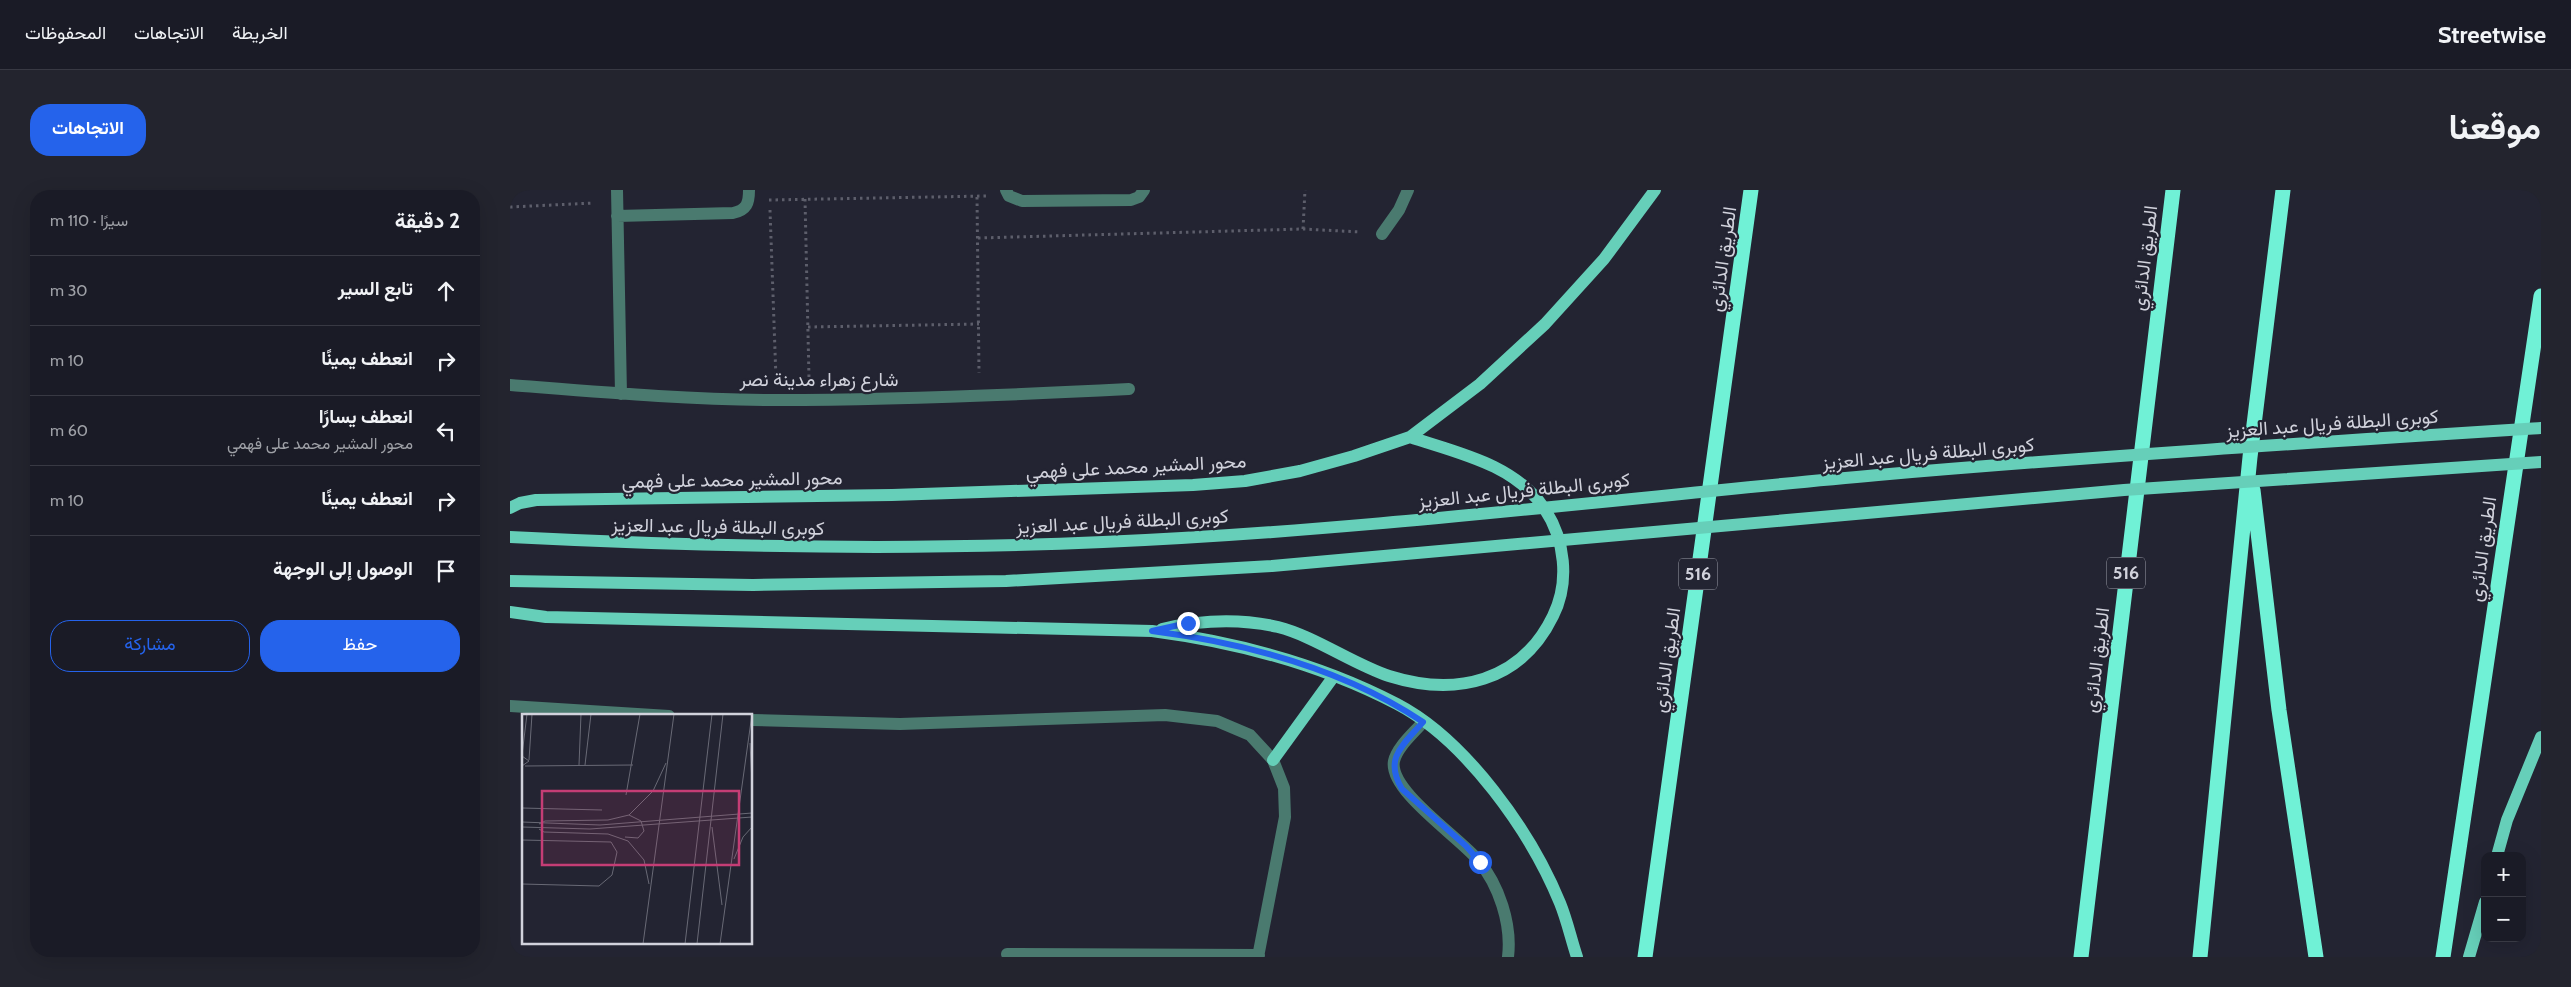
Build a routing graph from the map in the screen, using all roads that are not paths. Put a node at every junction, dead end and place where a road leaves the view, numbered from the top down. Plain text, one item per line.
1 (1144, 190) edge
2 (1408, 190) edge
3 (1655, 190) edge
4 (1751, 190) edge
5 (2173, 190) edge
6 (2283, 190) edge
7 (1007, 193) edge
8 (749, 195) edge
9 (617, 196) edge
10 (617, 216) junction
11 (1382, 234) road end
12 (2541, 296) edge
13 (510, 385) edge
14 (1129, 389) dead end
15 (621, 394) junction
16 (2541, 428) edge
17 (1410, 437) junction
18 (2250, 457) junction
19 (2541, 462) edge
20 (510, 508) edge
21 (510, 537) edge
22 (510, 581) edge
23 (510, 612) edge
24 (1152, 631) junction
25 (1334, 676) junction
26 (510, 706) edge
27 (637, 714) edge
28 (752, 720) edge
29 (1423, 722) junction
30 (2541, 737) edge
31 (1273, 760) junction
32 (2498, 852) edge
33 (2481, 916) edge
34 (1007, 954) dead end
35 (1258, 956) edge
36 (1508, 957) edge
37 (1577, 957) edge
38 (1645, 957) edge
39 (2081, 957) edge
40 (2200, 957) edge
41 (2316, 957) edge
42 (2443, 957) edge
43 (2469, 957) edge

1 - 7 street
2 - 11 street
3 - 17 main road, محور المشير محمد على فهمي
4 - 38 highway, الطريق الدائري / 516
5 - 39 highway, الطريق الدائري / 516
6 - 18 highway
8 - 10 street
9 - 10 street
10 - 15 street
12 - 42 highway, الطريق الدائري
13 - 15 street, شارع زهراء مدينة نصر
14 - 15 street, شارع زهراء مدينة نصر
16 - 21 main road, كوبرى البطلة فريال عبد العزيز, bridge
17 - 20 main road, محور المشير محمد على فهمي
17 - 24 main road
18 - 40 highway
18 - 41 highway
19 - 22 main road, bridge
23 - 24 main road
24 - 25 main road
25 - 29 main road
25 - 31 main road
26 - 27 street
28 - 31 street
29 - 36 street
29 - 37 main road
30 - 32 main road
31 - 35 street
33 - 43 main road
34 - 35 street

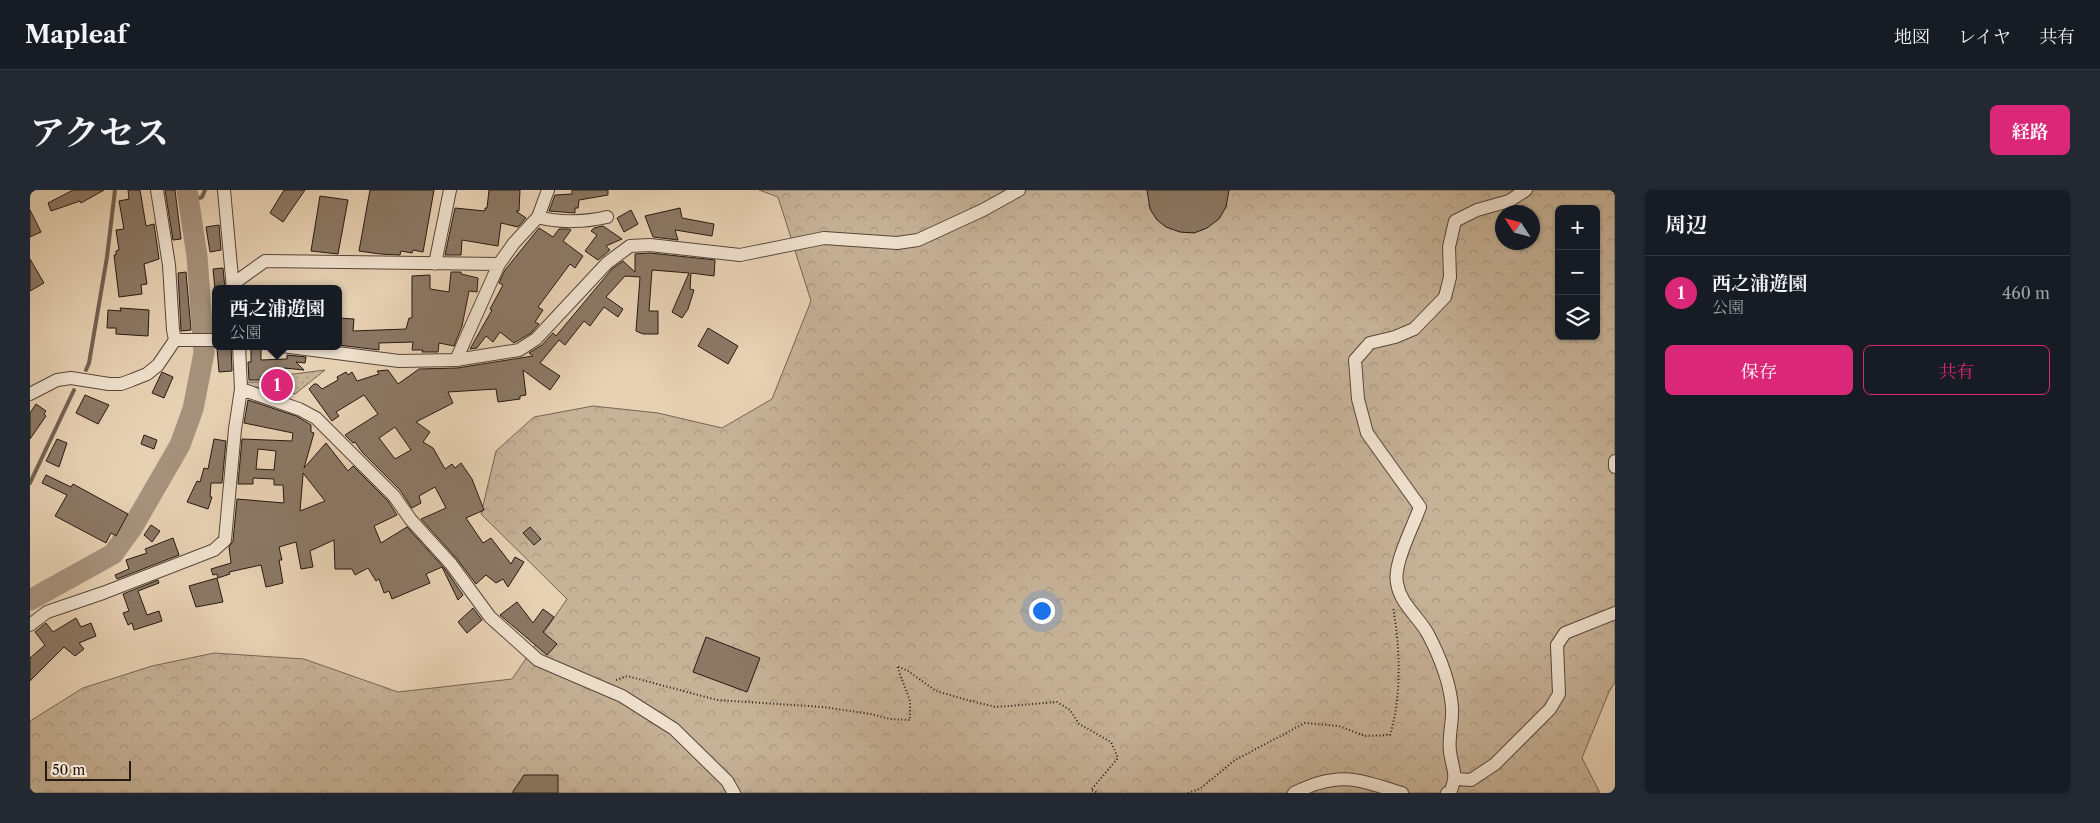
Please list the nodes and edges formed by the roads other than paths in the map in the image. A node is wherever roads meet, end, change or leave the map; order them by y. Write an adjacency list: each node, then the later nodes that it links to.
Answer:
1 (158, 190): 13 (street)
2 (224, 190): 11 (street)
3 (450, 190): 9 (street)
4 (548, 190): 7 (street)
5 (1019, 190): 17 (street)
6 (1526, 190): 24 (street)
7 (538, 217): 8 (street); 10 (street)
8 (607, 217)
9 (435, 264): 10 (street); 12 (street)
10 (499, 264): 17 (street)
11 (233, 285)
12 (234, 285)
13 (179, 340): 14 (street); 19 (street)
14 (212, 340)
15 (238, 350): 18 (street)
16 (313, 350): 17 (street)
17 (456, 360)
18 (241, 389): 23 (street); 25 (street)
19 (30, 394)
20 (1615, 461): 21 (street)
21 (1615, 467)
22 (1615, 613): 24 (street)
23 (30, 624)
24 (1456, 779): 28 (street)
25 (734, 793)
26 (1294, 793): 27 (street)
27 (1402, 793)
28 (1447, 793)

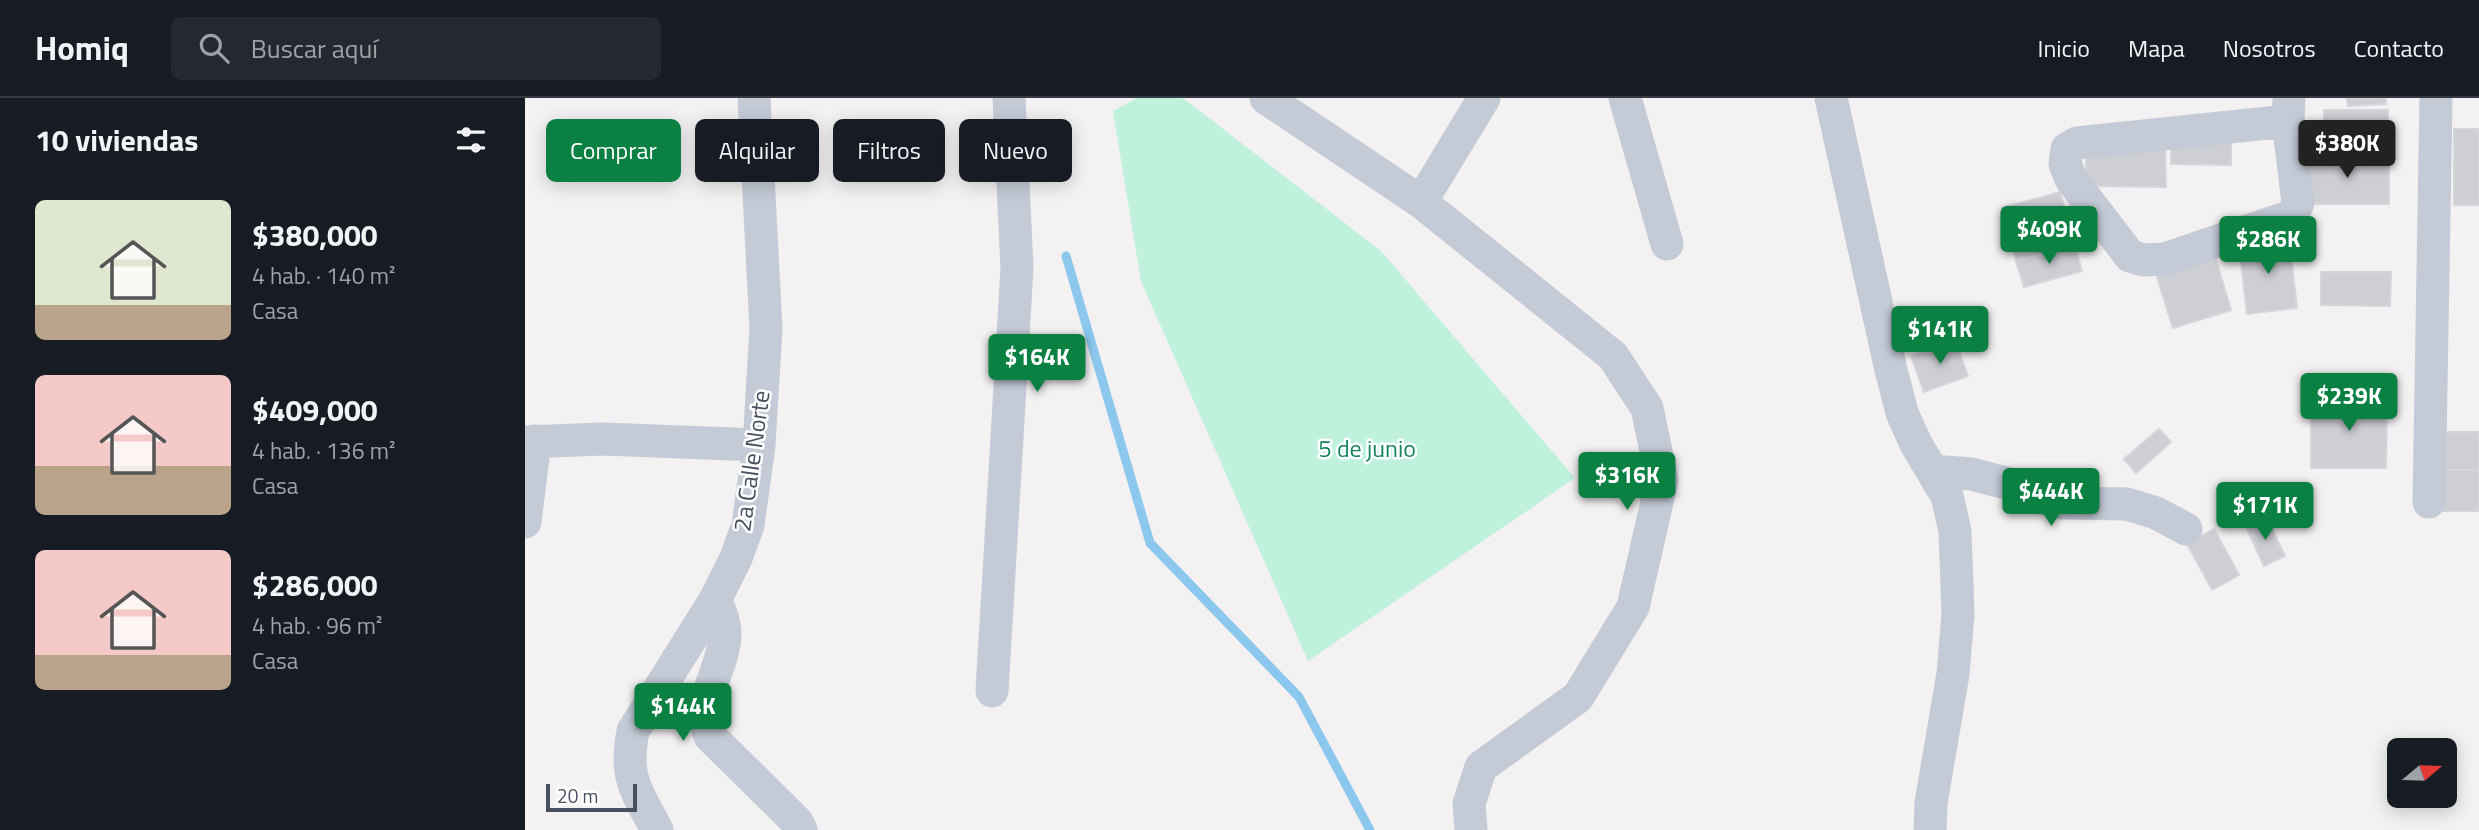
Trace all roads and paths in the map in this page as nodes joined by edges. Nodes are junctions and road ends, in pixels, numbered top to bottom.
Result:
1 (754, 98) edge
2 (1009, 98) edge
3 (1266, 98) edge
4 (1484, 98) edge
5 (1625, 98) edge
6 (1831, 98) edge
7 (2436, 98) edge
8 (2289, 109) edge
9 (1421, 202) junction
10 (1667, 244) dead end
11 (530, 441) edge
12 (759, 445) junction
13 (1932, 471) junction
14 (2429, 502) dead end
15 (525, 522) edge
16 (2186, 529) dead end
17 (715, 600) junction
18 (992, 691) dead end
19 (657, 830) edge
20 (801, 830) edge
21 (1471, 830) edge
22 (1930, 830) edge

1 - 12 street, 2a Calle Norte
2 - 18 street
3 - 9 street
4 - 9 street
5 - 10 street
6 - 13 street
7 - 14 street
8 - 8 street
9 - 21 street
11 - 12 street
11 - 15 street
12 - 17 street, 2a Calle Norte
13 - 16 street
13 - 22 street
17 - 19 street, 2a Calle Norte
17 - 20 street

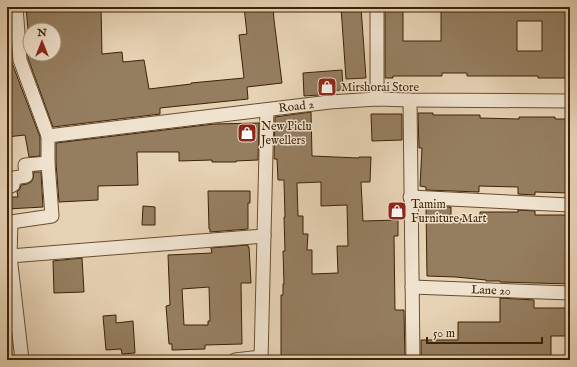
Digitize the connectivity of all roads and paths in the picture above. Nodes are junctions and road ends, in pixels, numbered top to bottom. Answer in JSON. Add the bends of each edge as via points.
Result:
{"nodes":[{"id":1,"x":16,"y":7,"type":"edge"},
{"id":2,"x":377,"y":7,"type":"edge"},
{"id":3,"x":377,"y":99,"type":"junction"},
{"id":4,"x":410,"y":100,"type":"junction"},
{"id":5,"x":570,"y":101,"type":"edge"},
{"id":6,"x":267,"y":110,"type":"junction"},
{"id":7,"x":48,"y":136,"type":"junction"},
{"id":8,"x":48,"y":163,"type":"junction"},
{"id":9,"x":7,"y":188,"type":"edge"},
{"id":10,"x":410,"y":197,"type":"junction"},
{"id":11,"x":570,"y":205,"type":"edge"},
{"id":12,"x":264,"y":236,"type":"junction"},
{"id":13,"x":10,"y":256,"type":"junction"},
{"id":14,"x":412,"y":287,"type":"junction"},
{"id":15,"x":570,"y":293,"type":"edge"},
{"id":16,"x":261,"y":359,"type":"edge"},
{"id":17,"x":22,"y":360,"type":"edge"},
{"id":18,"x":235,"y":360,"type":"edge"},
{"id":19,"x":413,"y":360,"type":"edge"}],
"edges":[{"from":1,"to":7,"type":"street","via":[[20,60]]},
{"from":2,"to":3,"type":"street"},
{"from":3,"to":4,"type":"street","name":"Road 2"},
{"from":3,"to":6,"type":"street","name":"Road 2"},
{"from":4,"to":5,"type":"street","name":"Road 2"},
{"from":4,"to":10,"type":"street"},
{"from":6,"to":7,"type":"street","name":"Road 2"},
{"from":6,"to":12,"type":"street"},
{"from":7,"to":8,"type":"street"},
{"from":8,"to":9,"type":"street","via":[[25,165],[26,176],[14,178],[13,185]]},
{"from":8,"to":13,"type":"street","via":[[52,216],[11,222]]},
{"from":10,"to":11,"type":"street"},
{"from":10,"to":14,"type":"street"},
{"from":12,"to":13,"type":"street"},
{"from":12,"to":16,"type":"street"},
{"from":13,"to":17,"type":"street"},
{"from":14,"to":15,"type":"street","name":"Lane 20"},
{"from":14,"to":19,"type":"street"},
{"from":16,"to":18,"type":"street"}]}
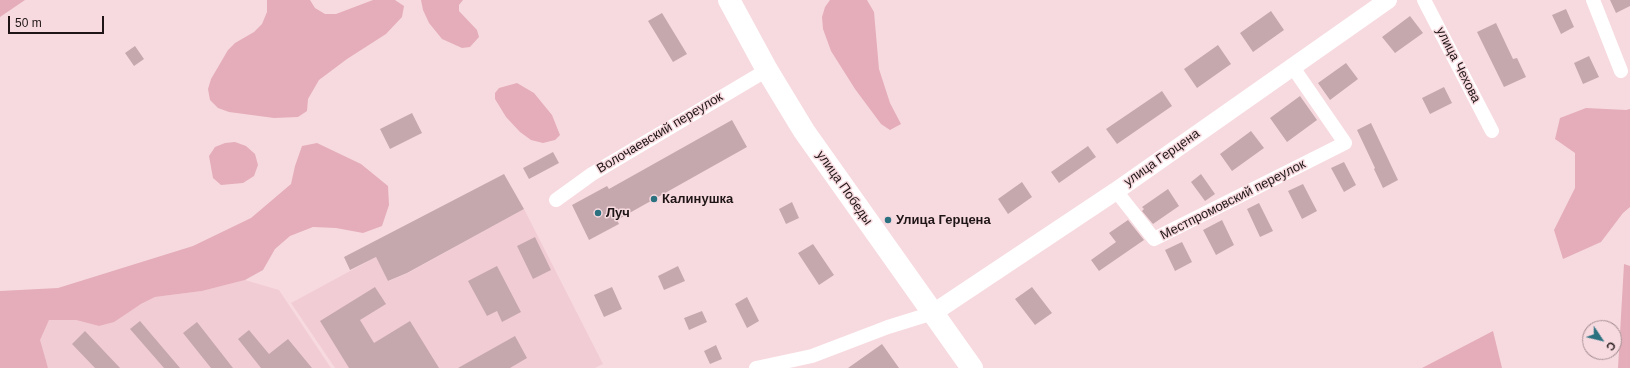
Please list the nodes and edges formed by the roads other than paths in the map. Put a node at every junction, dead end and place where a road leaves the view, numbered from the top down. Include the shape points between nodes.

◆ **Directions for this task**
Begin with the first line of the records and repeat every line up to the one with "it links to.", counting that line too. Pictures are not part of the copy.

◆ **Result of this task**
Build a routing graph from the map in the screen, using all roads that are not paths. Put a node at every junction, dead end and place where a road leaves the view, numbered from the top down. Plain text, one item per line.
1 (1144, 190) edge
2 (1408, 190) edge
3 (1655, 190) edge
4 (1751, 190) edge
5 (2173, 190) edge
6 (2283, 190) edge
7 (1007, 193) edge
8 (749, 195) edge
9 (617, 196) edge
10 (617, 216) junction
11 (1382, 234) road end
12 (2541, 296) edge
13 (510, 385) edge
14 (1129, 389) dead end
15 (621, 394) junction
16 (2541, 428) edge
17 (1410, 437) junction
18 (2250, 457) junction
19 (2541, 462) edge
20 (510, 508) edge
21 (510, 537) edge
22 (510, 581) edge
23 (510, 612) edge
24 (1152, 631) junction
25 (1334, 676) junction
26 (510, 706) edge
27 (637, 714) edge
28 (752, 720) edge
29 (1423, 722) junction
30 (2541, 737) edge
31 (1273, 760) junction
32 (2498, 852) edge
33 (2481, 916) edge
34 (1007, 954) dead end
35 (1258, 956) edge
36 (1508, 957) edge
37 (1577, 957) edge
38 (1645, 957) edge
39 (2081, 957) edge
40 (2200, 957) edge
41 (2316, 957) edge
42 (2443, 957) edge
43 (2469, 957) edge

1 - 7 street
2 - 11 street
3 - 17 main road, محور المشير محمد على فهمي
4 - 38 highway, الطريق الدائري / 516
5 - 39 highway, الطريق الدائري / 516
6 - 18 highway
8 - 10 street
9 - 10 street
10 - 15 street
12 - 42 highway, الطريق الدائري
13 - 15 street, شارع زهراء مدينة نصر
14 - 15 street, شارع زهراء مدينة نصر
16 - 21 main road, كوبرى البطلة فريال عبد العزيز, bridge
17 - 20 main road, محور المشير محمد على فهمي
17 - 24 main road
18 - 40 highway
18 - 41 highway
19 - 22 main road, bridge
23 - 24 main road
24 - 25 main road
25 - 29 main road
25 - 31 main road
26 - 27 street
28 - 31 street
29 - 36 street
29 - 37 main road
30 - 32 main road
31 - 35 street
33 - 43 main road
34 - 35 street

Please list the nodes and edges formed by the roads other than paths in the map in the image. A node is wherever roads meet, end, change or leave the map; order them by y. Write an adjacency list: each node, then the later nodes that it links to.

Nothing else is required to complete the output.